TASK INPUT:

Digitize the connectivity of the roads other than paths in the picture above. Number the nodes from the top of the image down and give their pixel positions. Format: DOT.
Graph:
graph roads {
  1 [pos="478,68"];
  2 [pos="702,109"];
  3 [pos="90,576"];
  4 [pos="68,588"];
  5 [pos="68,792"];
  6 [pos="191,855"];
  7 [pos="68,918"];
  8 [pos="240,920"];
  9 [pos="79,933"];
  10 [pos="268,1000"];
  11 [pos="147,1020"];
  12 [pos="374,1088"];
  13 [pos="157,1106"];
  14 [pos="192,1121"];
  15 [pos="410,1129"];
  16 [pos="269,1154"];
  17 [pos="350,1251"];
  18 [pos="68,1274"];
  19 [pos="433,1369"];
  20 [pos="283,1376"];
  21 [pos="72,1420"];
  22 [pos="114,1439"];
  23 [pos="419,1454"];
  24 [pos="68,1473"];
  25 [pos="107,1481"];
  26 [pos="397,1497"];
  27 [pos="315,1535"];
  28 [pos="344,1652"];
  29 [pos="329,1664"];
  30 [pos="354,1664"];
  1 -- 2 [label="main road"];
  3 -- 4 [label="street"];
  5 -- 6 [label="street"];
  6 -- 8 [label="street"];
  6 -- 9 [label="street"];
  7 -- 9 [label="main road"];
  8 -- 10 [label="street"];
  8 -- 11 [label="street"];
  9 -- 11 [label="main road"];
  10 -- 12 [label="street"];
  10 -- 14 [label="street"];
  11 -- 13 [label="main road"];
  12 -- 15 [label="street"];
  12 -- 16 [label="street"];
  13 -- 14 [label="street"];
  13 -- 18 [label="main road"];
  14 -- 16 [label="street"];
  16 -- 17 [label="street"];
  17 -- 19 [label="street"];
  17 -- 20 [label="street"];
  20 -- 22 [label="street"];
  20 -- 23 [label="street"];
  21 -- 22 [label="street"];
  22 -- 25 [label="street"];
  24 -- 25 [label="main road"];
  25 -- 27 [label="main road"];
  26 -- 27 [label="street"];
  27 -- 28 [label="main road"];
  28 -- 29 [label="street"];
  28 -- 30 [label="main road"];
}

TASK ITEM: The entries above must be output exactly, with every line preserved.

RESPONSE:
Digitize the connectivity of the roads other than paths in the picture above. Number the nodes from the top of the image down and give their pixel positions. Format: DOT.
Graph:
graph roads {
  1 [pos="478,68"];
  2 [pos="702,109"];
  3 [pos="90,576"];
  4 [pos="68,588"];
  5 [pos="68,792"];
  6 [pos="191,855"];
  7 [pos="68,918"];
  8 [pos="240,920"];
  9 [pos="79,933"];
  10 [pos="268,1000"];
  11 [pos="147,1020"];
  12 [pos="374,1088"];
  13 [pos="157,1106"];
  14 [pos="192,1121"];
  15 [pos="410,1129"];
  16 [pos="269,1154"];
  17 [pos="350,1251"];
  18 [pos="68,1274"];
  19 [pos="433,1369"];
  20 [pos="283,1376"];
  21 [pos="72,1420"];
  22 [pos="114,1439"];
  23 [pos="419,1454"];
  24 [pos="68,1473"];
  25 [pos="107,1481"];
  26 [pos="397,1497"];
  27 [pos="315,1535"];
  28 [pos="344,1652"];
  29 [pos="329,1664"];
  30 [pos="354,1664"];
  1 -- 2 [label="main road"];
  3 -- 4 [label="street"];
  5 -- 6 [label="street"];
  6 -- 8 [label="street"];
  6 -- 9 [label="street"];
  7 -- 9 [label="main road"];
  8 -- 10 [label="street"];
  8 -- 11 [label="street"];
  9 -- 11 [label="main road"];
  10 -- 12 [label="street"];
  10 -- 14 [label="street"];
  11 -- 13 [label="main road"];
  12 -- 15 [label="street"];
  12 -- 16 [label="street"];
  13 -- 14 [label="street"];
  13 -- 18 [label="main road"];
  14 -- 16 [label="street"];
  16 -- 17 [label="street"];
  17 -- 19 [label="street"];
  17 -- 20 [label="street"];
  20 -- 22 [label="street"];
  20 -- 23 [label="street"];
  21 -- 22 [label="street"];
  22 -- 25 [label="street"];
  24 -- 25 [label="main road"];
  25 -- 27 [label="main road"];
  26 -- 27 [label="street"];
  27 -- 28 [label="main road"];
  28 -- 29 [label="street"];
  28 -- 30 [label="main road"];
}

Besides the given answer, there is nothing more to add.